Analisis Perbedaan Estimasi

  1. Estimasi Slope (Koefisien x)

Berdasarkan hasil analisis, ketiga metode menghasilkan slope yang sangat mirip (~ 1.41), dengan perbedaaan < 0.004 (hanya 0.3% variasi). Hal ini mengindikasikan bahwa pola missing value tidak terlalu memengaruhi hubungan x dan y. Selain itu, MICE memberikan slope paling rendaah dengan data yang lengkap dan mean imputation sama (1.412).

  1. Estimasi Intercept

Dari hasil analisis didapat rentang nilai dari 3.581 (data lengkap) hingga 3.654 (mean imputation), dengan perbedaan ~ 0.073 (2% dari nilai intercept).
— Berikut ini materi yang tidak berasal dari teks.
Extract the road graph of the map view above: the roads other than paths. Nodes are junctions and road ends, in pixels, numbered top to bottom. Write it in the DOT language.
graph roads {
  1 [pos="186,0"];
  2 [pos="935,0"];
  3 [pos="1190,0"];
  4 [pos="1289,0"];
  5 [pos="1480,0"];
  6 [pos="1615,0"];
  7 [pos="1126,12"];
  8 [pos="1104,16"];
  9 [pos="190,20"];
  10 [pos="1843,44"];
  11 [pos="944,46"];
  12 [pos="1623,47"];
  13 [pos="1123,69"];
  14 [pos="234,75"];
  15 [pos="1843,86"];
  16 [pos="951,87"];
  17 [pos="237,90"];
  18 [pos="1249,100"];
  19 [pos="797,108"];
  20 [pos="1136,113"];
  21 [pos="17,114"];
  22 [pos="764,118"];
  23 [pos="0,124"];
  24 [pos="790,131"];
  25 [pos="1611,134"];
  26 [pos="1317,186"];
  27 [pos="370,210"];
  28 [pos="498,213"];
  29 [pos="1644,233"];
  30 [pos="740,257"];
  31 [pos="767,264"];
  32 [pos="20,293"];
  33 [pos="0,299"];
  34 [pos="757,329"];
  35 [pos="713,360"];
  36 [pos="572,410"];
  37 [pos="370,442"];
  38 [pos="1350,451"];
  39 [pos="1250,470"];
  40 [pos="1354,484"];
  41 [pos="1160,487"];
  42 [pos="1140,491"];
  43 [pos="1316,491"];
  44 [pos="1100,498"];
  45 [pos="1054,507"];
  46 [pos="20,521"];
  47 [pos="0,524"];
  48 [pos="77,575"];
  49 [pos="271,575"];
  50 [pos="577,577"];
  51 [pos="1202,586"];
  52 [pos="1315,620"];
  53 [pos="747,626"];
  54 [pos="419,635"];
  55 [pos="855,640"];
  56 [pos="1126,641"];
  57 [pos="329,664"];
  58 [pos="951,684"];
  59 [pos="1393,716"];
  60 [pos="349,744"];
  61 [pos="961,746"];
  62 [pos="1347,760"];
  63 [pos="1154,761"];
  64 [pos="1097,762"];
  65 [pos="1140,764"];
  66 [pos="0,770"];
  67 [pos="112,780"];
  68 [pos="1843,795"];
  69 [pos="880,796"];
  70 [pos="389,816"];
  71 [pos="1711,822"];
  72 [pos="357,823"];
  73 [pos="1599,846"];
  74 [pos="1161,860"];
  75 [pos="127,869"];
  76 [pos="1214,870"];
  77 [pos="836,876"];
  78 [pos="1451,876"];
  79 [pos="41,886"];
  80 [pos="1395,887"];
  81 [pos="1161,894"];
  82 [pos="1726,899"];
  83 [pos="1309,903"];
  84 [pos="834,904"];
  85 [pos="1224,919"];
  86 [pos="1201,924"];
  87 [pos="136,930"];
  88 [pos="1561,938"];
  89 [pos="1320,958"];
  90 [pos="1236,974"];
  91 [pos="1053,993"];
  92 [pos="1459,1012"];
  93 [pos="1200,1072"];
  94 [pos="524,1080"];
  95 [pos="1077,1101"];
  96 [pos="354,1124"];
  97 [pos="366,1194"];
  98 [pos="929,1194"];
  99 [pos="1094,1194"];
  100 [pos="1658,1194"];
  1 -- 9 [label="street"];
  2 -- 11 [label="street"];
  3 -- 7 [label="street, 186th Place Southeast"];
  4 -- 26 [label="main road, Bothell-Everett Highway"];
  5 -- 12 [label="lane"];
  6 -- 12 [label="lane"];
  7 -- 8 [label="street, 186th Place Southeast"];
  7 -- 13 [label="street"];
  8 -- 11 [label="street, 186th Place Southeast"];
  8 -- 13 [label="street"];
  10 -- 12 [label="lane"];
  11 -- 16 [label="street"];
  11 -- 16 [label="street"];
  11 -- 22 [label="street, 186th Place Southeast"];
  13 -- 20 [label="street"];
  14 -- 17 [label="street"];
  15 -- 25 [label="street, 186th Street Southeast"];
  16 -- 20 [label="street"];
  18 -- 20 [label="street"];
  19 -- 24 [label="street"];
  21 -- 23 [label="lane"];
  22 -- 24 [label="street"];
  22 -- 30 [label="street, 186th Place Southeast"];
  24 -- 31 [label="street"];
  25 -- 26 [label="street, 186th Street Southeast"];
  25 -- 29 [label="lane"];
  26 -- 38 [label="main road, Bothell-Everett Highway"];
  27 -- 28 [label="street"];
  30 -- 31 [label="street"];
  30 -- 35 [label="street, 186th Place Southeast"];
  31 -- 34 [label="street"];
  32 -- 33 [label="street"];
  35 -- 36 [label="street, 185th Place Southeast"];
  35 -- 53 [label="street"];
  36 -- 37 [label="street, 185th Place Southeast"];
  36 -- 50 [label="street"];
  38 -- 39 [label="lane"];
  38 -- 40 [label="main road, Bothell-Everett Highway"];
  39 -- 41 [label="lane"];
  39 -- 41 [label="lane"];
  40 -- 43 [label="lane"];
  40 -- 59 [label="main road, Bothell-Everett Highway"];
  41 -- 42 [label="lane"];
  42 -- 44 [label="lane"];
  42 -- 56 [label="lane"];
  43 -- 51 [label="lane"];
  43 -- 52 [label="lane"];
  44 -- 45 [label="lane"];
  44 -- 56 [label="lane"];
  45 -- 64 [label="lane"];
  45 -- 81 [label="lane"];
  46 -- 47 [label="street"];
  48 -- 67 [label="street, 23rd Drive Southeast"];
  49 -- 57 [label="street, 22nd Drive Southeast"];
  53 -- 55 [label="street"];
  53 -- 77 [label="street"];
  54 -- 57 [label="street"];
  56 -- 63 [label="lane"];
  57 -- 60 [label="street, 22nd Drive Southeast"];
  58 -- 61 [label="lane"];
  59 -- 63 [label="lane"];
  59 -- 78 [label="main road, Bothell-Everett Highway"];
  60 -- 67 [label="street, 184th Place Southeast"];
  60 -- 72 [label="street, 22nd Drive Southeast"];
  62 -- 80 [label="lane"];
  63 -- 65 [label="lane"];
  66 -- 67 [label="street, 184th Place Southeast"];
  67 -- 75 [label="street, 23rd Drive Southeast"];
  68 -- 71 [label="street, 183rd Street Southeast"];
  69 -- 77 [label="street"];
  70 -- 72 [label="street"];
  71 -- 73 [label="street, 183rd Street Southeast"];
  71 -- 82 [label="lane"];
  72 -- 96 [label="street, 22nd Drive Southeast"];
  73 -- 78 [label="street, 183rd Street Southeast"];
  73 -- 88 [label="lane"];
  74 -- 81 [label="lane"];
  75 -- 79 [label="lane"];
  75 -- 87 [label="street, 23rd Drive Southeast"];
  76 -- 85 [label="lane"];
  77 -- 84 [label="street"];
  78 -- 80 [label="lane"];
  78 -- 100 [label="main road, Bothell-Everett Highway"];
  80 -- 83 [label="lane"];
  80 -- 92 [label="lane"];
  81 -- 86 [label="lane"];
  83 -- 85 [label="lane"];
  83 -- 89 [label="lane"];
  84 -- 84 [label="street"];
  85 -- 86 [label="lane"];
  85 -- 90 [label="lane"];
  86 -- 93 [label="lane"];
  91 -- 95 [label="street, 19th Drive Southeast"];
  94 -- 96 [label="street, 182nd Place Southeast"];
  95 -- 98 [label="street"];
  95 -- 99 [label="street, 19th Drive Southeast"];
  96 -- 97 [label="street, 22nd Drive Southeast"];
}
Selain itu mean imputation menghasilkan intercept ke arah rata-rata dan sedikit bias karena pengisian nilai konstan.

  1. Standard Error (SE) Slope

SE data lengkap (0.108) dengan MICE (0.107) menghasilkan hasil yang sangat mirip. Mean imputation memiliki SE lebih besar (0.119), mencerminkan ketidakpastian dari impputasi sederhana dan sesuai ekspektasi teori karena mean imputation meremehkan variabilitas.

  1. Confidence Interval (CI)

Pada data lengkap lebar CI sebesar 0.429 (1.627 - 1.198), pada mean imputation sebesar 0.415 (1.603 - 1.188), sedangkan pada MICE lebar intervalnya sebesar 0.425 (1.621 - 1.196).

Hal ini menunjukkan bahwa mean imputation memiliki CI paling sempit (bertentangan dengan teori), kemungkinan penyebabnya sebagai berikut:

  1. Jumlah bootstrap tidak cukup banyak (misal hanya 100 iterasi)

  2. Mising values sedikit (< 10%) sehingga dampak imputasi minimal

  3. Data missing completely at random (MCAR)